No auth. No key. Use `/lookup/sha1/{hash}` for SHA1, `/lookup/md5/{hash}` for MD5. The response is a single JSON object on match, or HTTP 404 when the hash is absent from the corpus. A 404 is not an error — it is the triage signal.

The key fields an agent uses:

- `FileName` — path within the software distribution (e.g. `./usr/share/doc/python2.7/examples/Demo/md5test/foo`)
- `SHA-1`, `MD5`, `SHA-256` — all three hash variants, regardless of which you queried
- `ProductCode.ProductName`, `ProductCode.ProductVersion` — NSRL's historical product attribution (see pitfalls)
- `source` — the RDS release or supplementary dataset that confirmed the match
- `db` — `nsrl_legacy` for historical NSRL records, or a newer dataset identifier
- `hashlookup:parent-total` — count of distinct parent packages in the corpus containing this file
- `mimetype` — MIME type of the matched file

## Fallbacks (when the best call isn't enough)

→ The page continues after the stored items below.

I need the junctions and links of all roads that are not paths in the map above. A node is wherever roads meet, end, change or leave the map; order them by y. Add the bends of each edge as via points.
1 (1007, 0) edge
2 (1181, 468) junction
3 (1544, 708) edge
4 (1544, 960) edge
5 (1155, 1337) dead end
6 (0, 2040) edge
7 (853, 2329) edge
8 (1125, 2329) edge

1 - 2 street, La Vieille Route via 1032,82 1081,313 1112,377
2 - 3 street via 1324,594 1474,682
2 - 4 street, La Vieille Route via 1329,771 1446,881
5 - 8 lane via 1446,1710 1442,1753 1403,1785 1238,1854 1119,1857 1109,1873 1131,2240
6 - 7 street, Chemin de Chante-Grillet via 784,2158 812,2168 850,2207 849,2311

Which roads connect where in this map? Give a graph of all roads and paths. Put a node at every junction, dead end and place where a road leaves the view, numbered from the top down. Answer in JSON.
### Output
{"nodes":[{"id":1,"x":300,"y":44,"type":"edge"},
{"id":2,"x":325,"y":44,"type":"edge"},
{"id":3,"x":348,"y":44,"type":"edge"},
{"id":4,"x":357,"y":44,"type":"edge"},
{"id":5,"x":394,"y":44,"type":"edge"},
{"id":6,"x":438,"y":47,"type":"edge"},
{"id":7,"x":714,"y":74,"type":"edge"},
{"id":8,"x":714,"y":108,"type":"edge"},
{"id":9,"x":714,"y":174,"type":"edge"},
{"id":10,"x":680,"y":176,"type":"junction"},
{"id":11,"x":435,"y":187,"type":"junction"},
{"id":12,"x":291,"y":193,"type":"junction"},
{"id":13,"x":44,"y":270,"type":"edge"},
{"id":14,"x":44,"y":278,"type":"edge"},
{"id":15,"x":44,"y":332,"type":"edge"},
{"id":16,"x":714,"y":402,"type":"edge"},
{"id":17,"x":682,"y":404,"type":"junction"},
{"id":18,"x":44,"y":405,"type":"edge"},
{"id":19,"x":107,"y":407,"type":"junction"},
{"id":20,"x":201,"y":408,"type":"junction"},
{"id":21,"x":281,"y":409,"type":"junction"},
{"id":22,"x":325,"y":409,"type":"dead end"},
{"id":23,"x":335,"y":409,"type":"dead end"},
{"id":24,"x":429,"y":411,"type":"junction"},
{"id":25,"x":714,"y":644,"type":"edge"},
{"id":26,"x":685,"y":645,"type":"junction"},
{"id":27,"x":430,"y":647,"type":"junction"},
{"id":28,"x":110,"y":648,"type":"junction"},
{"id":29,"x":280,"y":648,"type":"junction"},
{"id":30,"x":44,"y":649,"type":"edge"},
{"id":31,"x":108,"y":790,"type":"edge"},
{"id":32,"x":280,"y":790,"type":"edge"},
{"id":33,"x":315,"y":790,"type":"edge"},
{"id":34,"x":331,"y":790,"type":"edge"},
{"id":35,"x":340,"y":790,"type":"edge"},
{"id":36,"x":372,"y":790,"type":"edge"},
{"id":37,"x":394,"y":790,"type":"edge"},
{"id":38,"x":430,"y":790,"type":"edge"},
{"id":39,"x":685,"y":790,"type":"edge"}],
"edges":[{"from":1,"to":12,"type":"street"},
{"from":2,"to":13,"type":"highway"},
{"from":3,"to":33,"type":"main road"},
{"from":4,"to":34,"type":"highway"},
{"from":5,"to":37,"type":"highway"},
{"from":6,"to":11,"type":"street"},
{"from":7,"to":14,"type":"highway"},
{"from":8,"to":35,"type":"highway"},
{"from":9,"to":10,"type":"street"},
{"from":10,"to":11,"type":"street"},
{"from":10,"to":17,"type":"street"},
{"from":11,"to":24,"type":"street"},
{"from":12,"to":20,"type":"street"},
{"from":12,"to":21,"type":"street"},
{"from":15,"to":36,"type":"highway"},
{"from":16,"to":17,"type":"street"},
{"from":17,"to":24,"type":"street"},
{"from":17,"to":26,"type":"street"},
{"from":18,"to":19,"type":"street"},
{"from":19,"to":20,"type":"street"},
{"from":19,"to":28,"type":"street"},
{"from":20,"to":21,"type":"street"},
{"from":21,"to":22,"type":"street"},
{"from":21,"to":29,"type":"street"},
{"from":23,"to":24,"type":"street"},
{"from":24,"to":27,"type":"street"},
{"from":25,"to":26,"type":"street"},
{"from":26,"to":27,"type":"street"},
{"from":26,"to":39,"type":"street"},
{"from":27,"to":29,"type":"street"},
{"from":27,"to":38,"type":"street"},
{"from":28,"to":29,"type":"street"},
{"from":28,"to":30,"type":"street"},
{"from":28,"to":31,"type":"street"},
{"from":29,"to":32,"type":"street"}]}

- **Need the full list of parent packages containing a file** → `/parents/{sha1}/{count}/{cursor}` returns paginated parent package details. Accepts only SHA1 — if you queried by MD5, use the `SHA-1` field from the lookup response.
- **Need database coverage info before a batch run** → `/info` returns NSRL version and total key count. Call once to understand which "not found" results are plausibly just post-NSRL releases versus genuinely unknown files.
- **Want to check community interest in an unknown hash** → `/stats/top` returns an `nx` key listing the 100 most-queried hashes not found in the corpus. A high query count there means the broader security community has already flagged it.

## Pitfalls

- A 404 response is the forensically significant result — it means the hash is not in the known-good corpus. Do not treat it as an error to suppress. A successful lookup means "documented in known software"; a 404 means "unknown to this database."
- The `/parents/` and `/children/` endpoints accept only SHA1, not MD5 or SHA256. If you have a different hash type, do a lookup first to retrieve the `SHA-1` field.
- `ProductCode.ProductName` in `nsrl_legacy` records is the first historical indexer's attribution, not the current file source. The `nsrl_legacy` corpus was assembled from retail software media in the early 2000s — attributions like "iMovie Toolkit 2003" on a 2024 Rust library file are common. Trust `source` and `FileName` over `ProductCode` when they conflict.

## One-line summary for the user

I can check any MD5, SHA1, or SHA256 against CIRCL hashlookup's known-good file corpus (6+ billion NSRL-backed hashes) — a 404 means the file is not in any documented software distribution, which is the triage result that matters.